Before school began, I was told that a girl named Violeta liked me and wanted to meet me.  Her house was near the "other" elementary school.  One day, with an older fellow I had met, we went to her house.  The neighborhood was new to me, a distant land, another planet.  The sun shown differently here, it seemed, the colors blander, the light harsher.  People who lived on these streets, I imagined, were certainly dangerous.  My body tensed.  I was wary.  

Violeta looked as if she had sprung into the world fully formed.  She was already complete.  She had the body and the confidence of a woman.  She was as tall as I, maybe even taller, with hips and breasts and a face that was youthful but mature.  She had olive skin and thick dark hair, and her eyes were nearly black.  Her smile was overwhelming.  

My new friend was older and had a motor bike, a 50cc Honda that kids were allowed to drive with a learner's permit.  He introduced me and we all talked a bit, then, unexpectedly, he left.  I was alone, face to face with this woman.  Nobody else was home.  I was like a mute.  I had no words.  She, however, was relaxed and poised.  She looked at me confidently.  She smiled.  And then. . . she kissed me.  It wasn't like the kisses I had gotten at parties in dark corners that lasted only a moment.  Her arms around me, I could feel her body press against mine, her very full lips exploring my neck and my mouth.  Vertigo hit me full on.  My head spun, my body trembled.  In truth, I was terrified.  There was no one to stop us, no need to cautiously look around.  There was only me and this wild gypsy woman/girl with the warm breath and the strange name.  

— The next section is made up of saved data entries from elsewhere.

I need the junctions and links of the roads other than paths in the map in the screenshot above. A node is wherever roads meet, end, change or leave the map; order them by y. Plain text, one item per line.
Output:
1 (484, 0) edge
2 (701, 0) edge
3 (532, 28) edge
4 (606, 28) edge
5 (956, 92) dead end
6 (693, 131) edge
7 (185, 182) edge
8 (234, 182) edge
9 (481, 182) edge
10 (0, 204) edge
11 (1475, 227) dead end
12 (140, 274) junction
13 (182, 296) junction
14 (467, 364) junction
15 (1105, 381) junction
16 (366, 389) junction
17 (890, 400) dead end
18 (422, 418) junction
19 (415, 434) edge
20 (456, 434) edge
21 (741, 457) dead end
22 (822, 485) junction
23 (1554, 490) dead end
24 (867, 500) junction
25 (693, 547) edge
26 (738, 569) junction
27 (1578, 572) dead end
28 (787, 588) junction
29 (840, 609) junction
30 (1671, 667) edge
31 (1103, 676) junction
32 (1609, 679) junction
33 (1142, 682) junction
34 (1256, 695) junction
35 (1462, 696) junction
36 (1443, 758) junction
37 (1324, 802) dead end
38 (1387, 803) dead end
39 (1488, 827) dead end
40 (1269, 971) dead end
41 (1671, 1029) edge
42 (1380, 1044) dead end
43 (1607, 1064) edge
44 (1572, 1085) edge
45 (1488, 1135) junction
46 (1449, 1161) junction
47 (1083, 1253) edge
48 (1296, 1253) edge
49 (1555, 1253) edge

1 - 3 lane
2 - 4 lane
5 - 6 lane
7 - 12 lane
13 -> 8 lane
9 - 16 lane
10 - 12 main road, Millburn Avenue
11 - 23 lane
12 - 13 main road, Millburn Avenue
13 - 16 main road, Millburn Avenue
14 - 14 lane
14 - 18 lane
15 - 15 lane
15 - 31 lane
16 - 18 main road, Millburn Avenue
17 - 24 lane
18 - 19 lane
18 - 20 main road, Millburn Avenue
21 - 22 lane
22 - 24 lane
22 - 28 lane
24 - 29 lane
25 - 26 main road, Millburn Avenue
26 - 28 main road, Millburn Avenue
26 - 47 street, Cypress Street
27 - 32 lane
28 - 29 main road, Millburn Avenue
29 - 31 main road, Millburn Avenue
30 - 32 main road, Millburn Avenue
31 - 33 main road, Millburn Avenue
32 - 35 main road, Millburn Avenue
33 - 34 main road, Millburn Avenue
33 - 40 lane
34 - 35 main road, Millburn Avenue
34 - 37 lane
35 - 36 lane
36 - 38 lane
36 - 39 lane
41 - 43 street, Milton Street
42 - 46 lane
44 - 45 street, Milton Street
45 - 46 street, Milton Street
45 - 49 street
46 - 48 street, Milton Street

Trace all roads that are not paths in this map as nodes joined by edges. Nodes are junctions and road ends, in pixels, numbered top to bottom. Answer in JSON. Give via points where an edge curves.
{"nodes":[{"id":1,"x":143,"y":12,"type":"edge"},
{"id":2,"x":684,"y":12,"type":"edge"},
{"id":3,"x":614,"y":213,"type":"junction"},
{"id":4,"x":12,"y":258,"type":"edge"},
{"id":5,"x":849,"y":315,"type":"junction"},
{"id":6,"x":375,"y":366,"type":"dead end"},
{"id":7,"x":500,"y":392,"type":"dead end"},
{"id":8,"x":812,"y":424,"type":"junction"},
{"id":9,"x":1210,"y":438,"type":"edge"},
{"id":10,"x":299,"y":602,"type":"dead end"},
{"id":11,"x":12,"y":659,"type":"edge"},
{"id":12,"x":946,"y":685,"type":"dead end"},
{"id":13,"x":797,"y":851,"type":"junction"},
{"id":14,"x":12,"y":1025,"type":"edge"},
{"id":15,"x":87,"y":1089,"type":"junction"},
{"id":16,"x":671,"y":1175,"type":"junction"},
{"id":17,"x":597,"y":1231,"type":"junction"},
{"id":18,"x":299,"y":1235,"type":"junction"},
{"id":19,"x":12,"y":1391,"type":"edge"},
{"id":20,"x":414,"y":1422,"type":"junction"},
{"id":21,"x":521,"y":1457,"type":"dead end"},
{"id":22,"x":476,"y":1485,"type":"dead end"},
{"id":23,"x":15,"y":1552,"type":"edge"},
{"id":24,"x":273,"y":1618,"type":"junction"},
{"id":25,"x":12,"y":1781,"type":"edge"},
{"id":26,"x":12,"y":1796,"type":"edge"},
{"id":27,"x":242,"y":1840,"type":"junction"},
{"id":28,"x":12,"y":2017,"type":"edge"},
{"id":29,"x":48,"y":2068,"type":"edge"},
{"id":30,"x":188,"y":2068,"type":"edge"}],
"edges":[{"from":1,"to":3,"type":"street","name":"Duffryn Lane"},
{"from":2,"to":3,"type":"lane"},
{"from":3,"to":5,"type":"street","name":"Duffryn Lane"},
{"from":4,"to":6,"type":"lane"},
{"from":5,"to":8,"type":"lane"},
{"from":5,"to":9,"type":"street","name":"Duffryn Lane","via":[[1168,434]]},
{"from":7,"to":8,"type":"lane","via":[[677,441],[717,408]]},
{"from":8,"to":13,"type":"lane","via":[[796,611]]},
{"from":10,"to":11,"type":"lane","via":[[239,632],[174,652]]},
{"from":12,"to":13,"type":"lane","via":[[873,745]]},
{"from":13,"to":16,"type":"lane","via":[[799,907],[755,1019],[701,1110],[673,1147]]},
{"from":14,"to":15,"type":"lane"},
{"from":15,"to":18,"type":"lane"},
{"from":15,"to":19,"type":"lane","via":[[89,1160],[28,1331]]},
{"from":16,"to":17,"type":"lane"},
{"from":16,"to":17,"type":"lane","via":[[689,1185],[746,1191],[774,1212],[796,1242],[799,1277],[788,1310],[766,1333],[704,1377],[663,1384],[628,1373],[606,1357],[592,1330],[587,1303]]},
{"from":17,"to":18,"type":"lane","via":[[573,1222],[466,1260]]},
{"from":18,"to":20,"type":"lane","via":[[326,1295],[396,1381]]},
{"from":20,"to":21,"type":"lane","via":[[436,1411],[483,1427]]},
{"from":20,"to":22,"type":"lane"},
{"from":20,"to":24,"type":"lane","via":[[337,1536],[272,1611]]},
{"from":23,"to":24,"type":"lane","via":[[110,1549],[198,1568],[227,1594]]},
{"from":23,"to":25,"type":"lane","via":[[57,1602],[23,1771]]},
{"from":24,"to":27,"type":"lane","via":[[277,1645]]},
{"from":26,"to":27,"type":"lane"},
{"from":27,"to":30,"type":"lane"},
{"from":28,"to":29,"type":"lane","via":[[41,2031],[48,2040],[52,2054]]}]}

And that is all I remember.  Nothing in life had prepared me for this.  I only recall that when I left, I felt the difference.  She was no kid, not in the way I was.  But I had taken the first step into a harder, stranger world.  I had, in the parlance of the day, "made out."  Walking home from her house through unfamiliar streets, I knew I had just been elevated high above my group of elementary school friends.